En commençant la lecture de Vivre, j'ai eu le sentiment d'être en terrain connu et de ne presque plus rien avoir à apprendre sur la déportation (d'autant plus que j'ai lu le livre quasiment ethnographique de Germaine Tillion sur Ravensbrück). Mais plus la lecture de ce témoignage avançait et plus l'émotion m'a submergée.
Car ce que raconte Mme Postel-Vinay dans un récit publié en 2015, c'est bien ce que Semprun appelle le Mal radical.
Je connaissais déjà l'histoire des "lapins", ces polonaises utilisées comme cobayes par un médecin du Reich mais je croyais que ses expériences devaient servir à soigner les soldats blessés sur le front russe. Mme Postel-Vinay contredit cette information et souligne que ces expériences sont le résultat de l'orgueil des médecins et d'une 'simple' concurrence entre deux visions, l'une chirurgicale (Gebhardt) et l'autre aux sulfamides (Morell). Pour départager les deux médecins, il fallait donc en passer par la mutilation et la mort de centaines de femmes…
Voilà ce que nous dit Mme Postel-Vinay. Elle nous dit la perversion dans l'ingéniosité, elle nous dit le raisonnement, le calcul, l'intelligence pour parvenir à l'anéantissement.
Tout était calculé pour nous épuiser, pour entretenir un manque dans chaque domaine : le sommeil, les soins, la nourriture, les vêtements -nous n'avions pas assez de tout cela, mais quand même un peu. Un peu de sommeil, un peu de nourriture, quelques vêtements, une infirmerie. Le calcul consistait à épuiser les détenus, pour qu'ils finissent pas disparaître d'eux-mêmes.
(…)
C'est ce qui était le plus impressionnant dans le nazisme : ce calcul de l'anti-homme. Tout était calculé pour qu'une large partie de la population, qu'elle quelle soit disparaisse -vite ou lentement.

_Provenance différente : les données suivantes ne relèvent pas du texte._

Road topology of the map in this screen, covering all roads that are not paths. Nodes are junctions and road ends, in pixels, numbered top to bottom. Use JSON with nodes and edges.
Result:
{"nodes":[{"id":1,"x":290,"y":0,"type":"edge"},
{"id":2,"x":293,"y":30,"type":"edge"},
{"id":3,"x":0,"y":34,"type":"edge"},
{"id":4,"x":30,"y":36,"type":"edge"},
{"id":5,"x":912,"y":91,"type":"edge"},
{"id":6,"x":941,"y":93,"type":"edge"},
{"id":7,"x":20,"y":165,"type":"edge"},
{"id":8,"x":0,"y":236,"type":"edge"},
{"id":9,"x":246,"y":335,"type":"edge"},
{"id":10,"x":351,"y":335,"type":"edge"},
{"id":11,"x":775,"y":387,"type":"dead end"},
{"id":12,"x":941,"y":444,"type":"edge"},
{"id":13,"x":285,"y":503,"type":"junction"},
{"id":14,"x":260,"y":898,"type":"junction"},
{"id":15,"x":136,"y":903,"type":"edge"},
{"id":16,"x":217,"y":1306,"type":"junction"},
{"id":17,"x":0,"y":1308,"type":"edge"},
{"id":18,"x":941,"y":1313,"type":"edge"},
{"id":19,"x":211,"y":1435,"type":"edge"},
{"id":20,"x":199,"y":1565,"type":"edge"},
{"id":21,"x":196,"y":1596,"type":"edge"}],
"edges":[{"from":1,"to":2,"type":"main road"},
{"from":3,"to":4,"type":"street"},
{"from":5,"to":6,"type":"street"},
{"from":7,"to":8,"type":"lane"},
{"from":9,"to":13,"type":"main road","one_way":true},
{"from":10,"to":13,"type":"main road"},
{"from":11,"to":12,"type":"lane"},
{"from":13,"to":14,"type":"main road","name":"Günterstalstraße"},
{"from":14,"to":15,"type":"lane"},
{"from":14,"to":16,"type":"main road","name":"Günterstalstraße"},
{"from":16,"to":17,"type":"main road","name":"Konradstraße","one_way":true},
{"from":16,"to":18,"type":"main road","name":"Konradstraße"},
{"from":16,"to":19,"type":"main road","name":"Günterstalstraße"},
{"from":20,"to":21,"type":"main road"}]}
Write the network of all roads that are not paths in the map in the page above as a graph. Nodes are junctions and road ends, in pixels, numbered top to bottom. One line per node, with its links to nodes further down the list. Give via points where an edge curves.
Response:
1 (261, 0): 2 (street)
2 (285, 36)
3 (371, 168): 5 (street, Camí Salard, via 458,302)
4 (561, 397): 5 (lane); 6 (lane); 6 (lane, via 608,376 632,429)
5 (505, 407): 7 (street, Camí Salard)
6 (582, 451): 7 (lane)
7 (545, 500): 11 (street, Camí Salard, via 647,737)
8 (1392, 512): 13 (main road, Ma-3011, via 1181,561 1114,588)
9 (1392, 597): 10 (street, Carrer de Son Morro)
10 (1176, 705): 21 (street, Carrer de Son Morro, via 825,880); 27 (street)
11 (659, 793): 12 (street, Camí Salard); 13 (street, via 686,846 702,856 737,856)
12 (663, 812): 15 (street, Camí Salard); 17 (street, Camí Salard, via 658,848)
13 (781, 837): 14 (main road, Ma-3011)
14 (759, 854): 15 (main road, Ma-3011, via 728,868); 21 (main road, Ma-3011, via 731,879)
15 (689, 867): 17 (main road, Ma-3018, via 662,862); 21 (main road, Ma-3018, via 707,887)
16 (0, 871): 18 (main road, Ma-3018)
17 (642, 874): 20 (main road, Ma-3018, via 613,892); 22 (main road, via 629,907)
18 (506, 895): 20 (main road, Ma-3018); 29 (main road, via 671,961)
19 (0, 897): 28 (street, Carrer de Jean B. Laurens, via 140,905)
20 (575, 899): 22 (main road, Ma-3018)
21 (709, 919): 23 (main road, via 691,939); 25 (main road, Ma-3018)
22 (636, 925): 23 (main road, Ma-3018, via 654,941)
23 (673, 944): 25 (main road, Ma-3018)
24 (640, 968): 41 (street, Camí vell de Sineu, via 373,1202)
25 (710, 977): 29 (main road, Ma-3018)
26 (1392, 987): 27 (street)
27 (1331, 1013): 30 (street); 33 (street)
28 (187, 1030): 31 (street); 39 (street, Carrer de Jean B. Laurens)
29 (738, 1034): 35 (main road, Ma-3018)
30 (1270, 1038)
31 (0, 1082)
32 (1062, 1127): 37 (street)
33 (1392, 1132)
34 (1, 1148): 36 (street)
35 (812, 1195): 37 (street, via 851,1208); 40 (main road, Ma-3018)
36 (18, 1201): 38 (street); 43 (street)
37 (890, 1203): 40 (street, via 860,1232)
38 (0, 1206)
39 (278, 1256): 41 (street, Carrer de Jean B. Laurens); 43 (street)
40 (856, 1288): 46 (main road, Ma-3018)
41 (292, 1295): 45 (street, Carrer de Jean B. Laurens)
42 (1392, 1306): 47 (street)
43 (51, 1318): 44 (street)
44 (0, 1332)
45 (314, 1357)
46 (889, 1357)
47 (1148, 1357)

Et si la forme très orale de ce récit de 120 pages, très lapidaire, voire frustrante, a au départ un peu gêné ma lecture, je dois dire que ce relâchement-là est sans doute le seul qui permette d'aller au bout de ce témoignage. Sans cette légèreté de vingt ans, sans cette fraîcheur de jeune femme encore presque jeune fille, ce récit serait illisible, inenvisageable, bien trop intolérable.
Mme Postel-Vinay explique que les mois de détention qu'elle a vécu à l'isolement à Paris ont été les plus durs à supporter et que la vie à Ravensbrück était possible parce qu'elle était avec d'autres femmes, d'autres femmes qu'il fallait soutenir, aider, sauver, cacher, protéger.
Grande et belle leçon à retenir que cette solidarité-là.
Elle dit aussi combien il a été dur à la Libération d'arriver à faire entendre la voix des déporté-e-s, reste aujourd'hui ce récit atroce et nécessaire.
mots-clés : #campsconcentration
shanidar- Messages : 1592
Date d'inscription : 02/12/2016
Re: Anise Postel-Vinay
merci Shanidar pour ton commentaire ; je n'ai pas lu ce livre et je suis sure que ce sujet me toucherait car révoltant, pour toute personne à priori et à fortiori pour les femmes.
(tu mentionnes avec Laure Adler : c'est à dire pour l'écriture ? car alors tu peux le mentionner dans le nom d'auteur)
(tu mentionnes avec Laure Adler : c'est à dire pour l'écriture ? car alors tu peux le mentionner dans le nom d'auteur)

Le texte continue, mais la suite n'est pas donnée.